O sindicato da Samsung Electronics afirmou nesta sexta-feira (15) que mantém o plano de greve programada para a próxima semana, apesar da proposta da empresa para retomar as negociações salariais.
O movimento ocorre em meio a um impasse sobre reajustes e bônus que já vinha sendo discutido entre as partes.
A decisão aumentou a tensão no mercado financeiro, com as ações da companhia chegando a cair até 9,3% durante o pregão.
O recuo reflete a preocupação de investidores com os possíveis impactos de uma paralisação na produção da maior fabricante mundial de chips de memória.
As negociações mediadas pelo governo sul-coreano entre empresa e sindicato fracassaram nesta semana, o que agravou o cenário de incerteza.
Diante disso, executivos da Samsung pediram a retomada do diálogo e se desculparam publicamente pela disputa trabalhista, afirmando que seguem abertos a um acordo.
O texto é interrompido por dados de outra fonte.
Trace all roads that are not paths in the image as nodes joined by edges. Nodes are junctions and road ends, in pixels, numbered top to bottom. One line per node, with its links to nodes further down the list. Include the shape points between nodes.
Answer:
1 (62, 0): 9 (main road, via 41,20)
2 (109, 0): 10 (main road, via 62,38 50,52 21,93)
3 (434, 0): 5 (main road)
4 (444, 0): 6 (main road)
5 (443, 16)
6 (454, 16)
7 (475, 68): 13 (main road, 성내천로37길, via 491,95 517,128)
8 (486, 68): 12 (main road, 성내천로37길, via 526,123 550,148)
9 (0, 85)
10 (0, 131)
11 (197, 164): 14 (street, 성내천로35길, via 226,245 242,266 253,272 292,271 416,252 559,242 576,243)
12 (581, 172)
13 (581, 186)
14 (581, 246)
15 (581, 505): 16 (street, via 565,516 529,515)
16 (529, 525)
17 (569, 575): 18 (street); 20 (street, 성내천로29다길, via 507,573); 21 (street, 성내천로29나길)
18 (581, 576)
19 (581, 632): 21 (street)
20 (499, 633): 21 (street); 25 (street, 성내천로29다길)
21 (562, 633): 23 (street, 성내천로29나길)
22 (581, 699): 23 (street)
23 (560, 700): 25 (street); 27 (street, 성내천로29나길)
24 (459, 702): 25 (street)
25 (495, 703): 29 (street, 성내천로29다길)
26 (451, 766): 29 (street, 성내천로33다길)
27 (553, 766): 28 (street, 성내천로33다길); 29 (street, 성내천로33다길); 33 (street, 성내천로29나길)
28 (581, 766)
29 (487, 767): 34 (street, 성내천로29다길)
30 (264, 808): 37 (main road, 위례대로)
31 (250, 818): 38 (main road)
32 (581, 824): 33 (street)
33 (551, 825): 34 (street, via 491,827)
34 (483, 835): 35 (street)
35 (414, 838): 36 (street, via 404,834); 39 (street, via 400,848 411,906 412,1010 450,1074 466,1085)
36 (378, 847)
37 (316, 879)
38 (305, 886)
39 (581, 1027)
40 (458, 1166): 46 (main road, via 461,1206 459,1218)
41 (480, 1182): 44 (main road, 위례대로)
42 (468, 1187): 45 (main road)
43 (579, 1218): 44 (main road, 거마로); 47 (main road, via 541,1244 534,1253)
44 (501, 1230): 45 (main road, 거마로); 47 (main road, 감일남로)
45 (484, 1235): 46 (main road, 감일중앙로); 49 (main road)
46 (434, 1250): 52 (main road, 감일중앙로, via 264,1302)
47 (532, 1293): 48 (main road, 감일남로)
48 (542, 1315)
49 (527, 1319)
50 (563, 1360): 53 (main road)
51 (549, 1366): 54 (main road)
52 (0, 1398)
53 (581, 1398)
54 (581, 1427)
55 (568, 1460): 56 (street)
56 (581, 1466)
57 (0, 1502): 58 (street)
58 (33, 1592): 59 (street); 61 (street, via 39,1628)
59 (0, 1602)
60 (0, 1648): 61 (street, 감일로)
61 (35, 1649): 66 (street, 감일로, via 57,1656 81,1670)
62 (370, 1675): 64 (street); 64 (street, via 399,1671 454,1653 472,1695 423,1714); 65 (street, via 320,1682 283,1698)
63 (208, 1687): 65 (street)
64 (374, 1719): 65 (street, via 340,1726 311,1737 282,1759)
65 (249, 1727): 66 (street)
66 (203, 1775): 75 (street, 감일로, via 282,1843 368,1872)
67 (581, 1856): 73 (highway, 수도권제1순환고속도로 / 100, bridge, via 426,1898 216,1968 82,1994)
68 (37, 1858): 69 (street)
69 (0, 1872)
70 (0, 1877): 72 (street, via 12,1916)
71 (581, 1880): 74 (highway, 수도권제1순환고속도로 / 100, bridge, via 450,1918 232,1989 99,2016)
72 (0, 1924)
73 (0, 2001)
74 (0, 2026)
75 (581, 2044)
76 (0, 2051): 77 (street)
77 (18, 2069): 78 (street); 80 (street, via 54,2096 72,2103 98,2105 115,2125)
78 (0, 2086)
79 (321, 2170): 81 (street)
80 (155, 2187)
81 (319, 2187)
A companhia informou ainda que seus dirigentes estavam se deslocando ao complexo industrial de Pyeongtaek para uma reunião com lideranças sindicais, numa tentativa de destravar as conversas.
Apesar disso, o sindicato declarou que só deve aceitar novas negociações após 7 de junho, mantendo o plano de uma greve de 18 dias com início previsto para 21 de maio.
Segundo representantes do movimento, mais de 50 mil trabalhadores podem aderir à paralisação, o que poderia afetar diretamente a produção da empresa. Analistas do mercado avaliam que a continuidade do impasse aumenta o risco de interrupções na cadeia global de semicondutores.
O analista Ryu Young-ho, da NH Investment & Securities, afirmou que há crescente preocupação com a confiabilidade das entregas da companhia em caso de greve e com a possibilidade de concorrentes se beneficiarem da situação.
Ele também destacou que a falta de novas propostas por parte da empresa tende a prolongar o impasse.
O governo da Coreia do Sul demonstrou preocupação com os desdobramentos da crise trabalhista.
O ministro da Indústria, Kim Jung-kwan, afirmou que uma paralisação poderia causar “danos irreparáveis” à economia do país, enquanto a Casa Azul expressou expectativa de que um acordo seja alcançado para evitar intervenção mais direta.
Um relatório do JPMorgan Chase estimou que uma eventual greve pode gerar perdas entre 21 trilhões e 31 trilhões de won, o equivalente a até US$ 20,79 bilhões.
Enquanto isso, as ações da Samsung encerraram o pregão com queda de 8,6%, em um dia de forte pressão também sobre o índice KOSPI.